Each record that follows should be repeated exactly, minus any images.

─── Exercise material ───

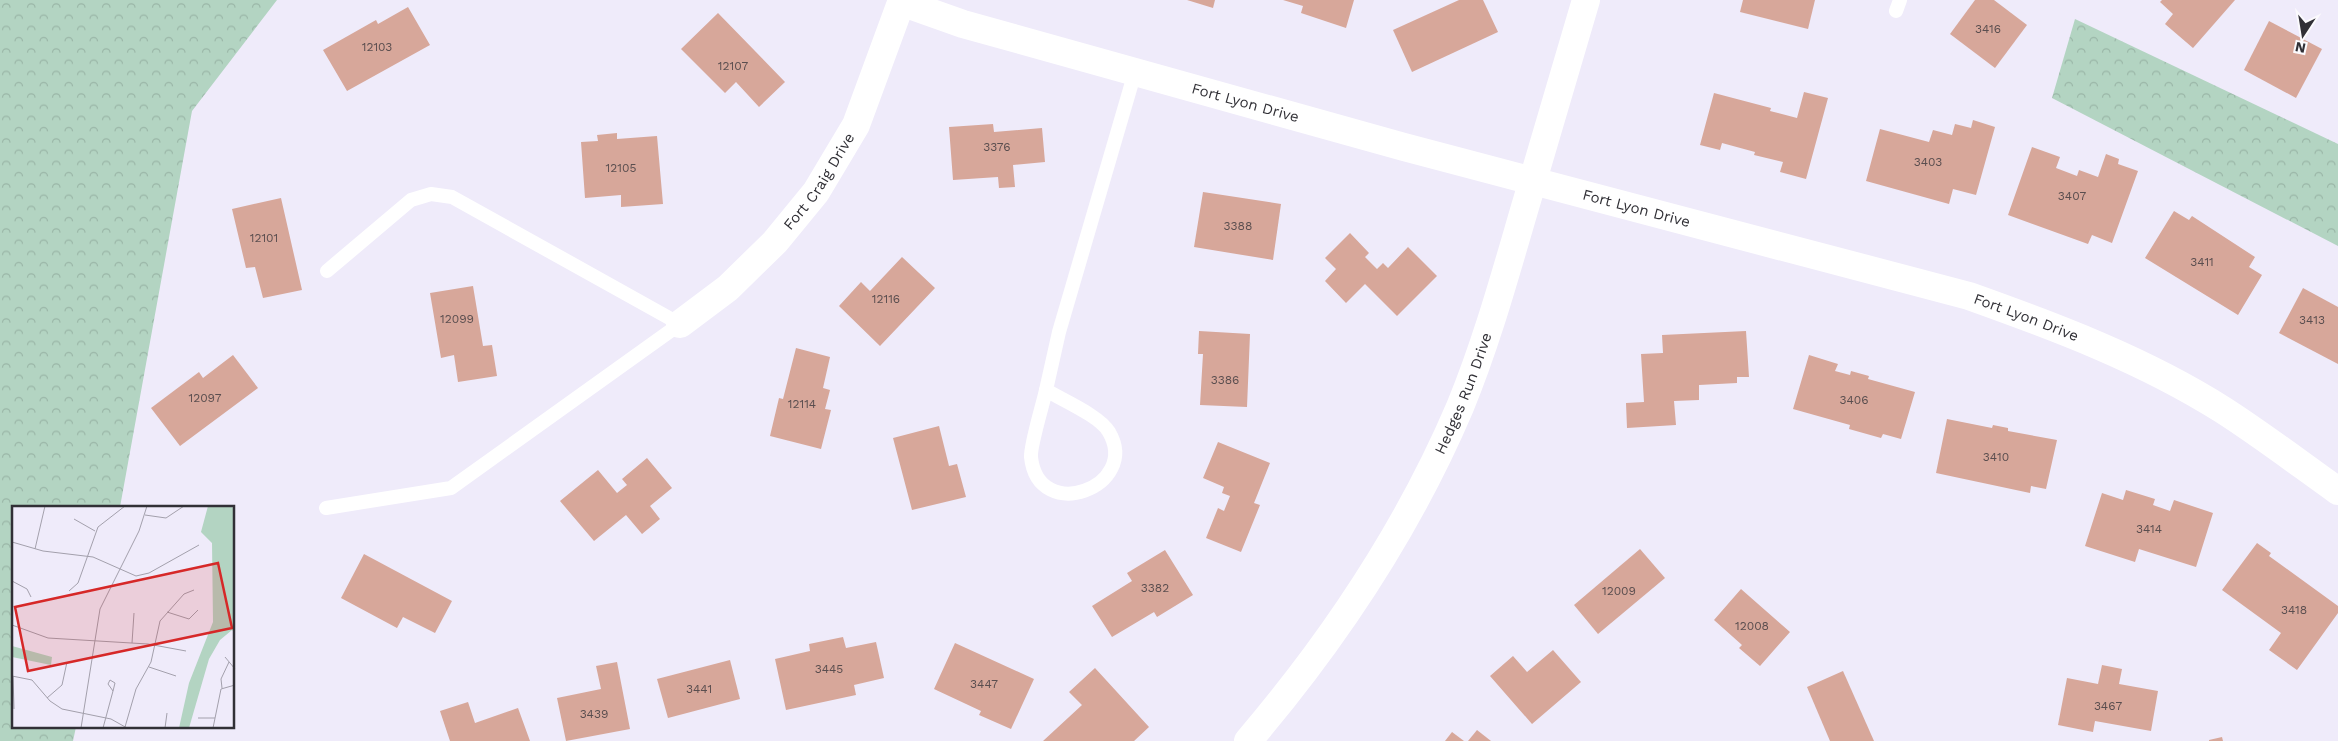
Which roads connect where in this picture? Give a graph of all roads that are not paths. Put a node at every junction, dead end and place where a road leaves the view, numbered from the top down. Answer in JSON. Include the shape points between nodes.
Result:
{"nodes":[{"id":1,"x":1586,"y":0,"type":"edge"},
{"id":2,"x":899,"y":1,"type":"edge"},
{"id":3,"x":1135,"y":72,"type":"junction"},
{"id":4,"x":1533,"y":181,"type":"junction"},
{"id":5,"x":327,"y":271,"type":"dead end"},
{"id":6,"x":680,"y":324,"type":"junction"},
{"id":7,"x":1046,"y":390,"type":"junction"},
{"id":8,"x":2338,"y":491,"type":"edge"},
{"id":9,"x":326,"y":508,"type":"dead end"},
{"id":10,"x":1248,"y":741,"type":"edge"}],
"edges":[{"from":1,"to":4,"type":"street","name":"Hedges Run Drive"},
{"from":2,"to":3,"type":"street","name":"Fort Lyon Drive","via":[[963,24]]},
{"from":2,"to":6,"type":"street","name":"Fort Craig Drive","via":[[856,125],[816,192],[775,242],[728,288]]},
{"from":3,"to":4,"type":"street","name":"Fort Lyon Drive"},
{"from":3,"to":7,"type":"lane","via":[[1059,332]]},
{"from":4,"to":8,"type":"street","name":"Fort Lyon Drive","via":[[1969,296],[2044,322],[2135,362],[2222,410]]},
{"from":4,"to":10,"type":"street","name":"Hedges Run Drive","via":[[1493,316],[1463,398],[1408,513],[1355,601],[1295,685]]},
{"from":5,"to":6,"type":"lane","via":[[411,200],[431,194],[452,197]]},
{"from":6,"to":9,"type":"lane","via":[[451,488]]},
{"from":7,"to":7,"type":"lane","via":[[1031,456],[1037,476],[1052,490],[1068,495],[1085,492],[1106,478],[1114,463],[1116,446],[1109,430],[1098,421]]}]}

───

◆ Reply to the task
Which roads connect where in this picture? Give a graph of all roads that are not paths. Put a node at every junction, dead end and place where a road leaves the view, numbered from the top down. Answer in JSON. Include the shape points between nodes.
Result:
{"nodes":[{"id":1,"x":1586,"y":0,"type":"edge"},
{"id":2,"x":899,"y":1,"type":"edge"},
{"id":3,"x":1135,"y":72,"type":"junction"},
{"id":4,"x":1533,"y":181,"type":"junction"},
{"id":5,"x":327,"y":271,"type":"dead end"},
{"id":6,"x":680,"y":324,"type":"junction"},
{"id":7,"x":1046,"y":390,"type":"junction"},
{"id":8,"x":2338,"y":491,"type":"edge"},
{"id":9,"x":326,"y":508,"type":"dead end"},
{"id":10,"x":1248,"y":741,"type":"edge"}],
"edges":[{"from":1,"to":4,"type":"street","name":"Hedges Run Drive"},
{"from":2,"to":3,"type":"street","name":"Fort Lyon Drive","via":[[963,24]]},
{"from":2,"to":6,"type":"street","name":"Fort Craig Drive","via":[[856,125],[816,192],[775,242],[728,288]]},
{"from":3,"to":4,"type":"street","name":"Fort Lyon Drive"},
{"from":3,"to":7,"type":"lane","via":[[1059,332]]},
{"from":4,"to":8,"type":"street","name":"Fort Lyon Drive","via":[[1969,296],[2044,322],[2135,362],[2222,410]]},
{"from":4,"to":10,"type":"street","name":"Hedges Run Drive","via":[[1493,316],[1463,398],[1408,513],[1355,601],[1295,685]]},
{"from":5,"to":6,"type":"lane","via":[[411,200],[431,194],[452,197]]},
{"from":6,"to":9,"type":"lane","via":[[451,488]]},
{"from":7,"to":7,"type":"lane","via":[[1031,456],[1037,476],[1052,490],[1068,495],[1085,492],[1106,478],[1114,463],[1116,446],[1109,430],[1098,421]]}]}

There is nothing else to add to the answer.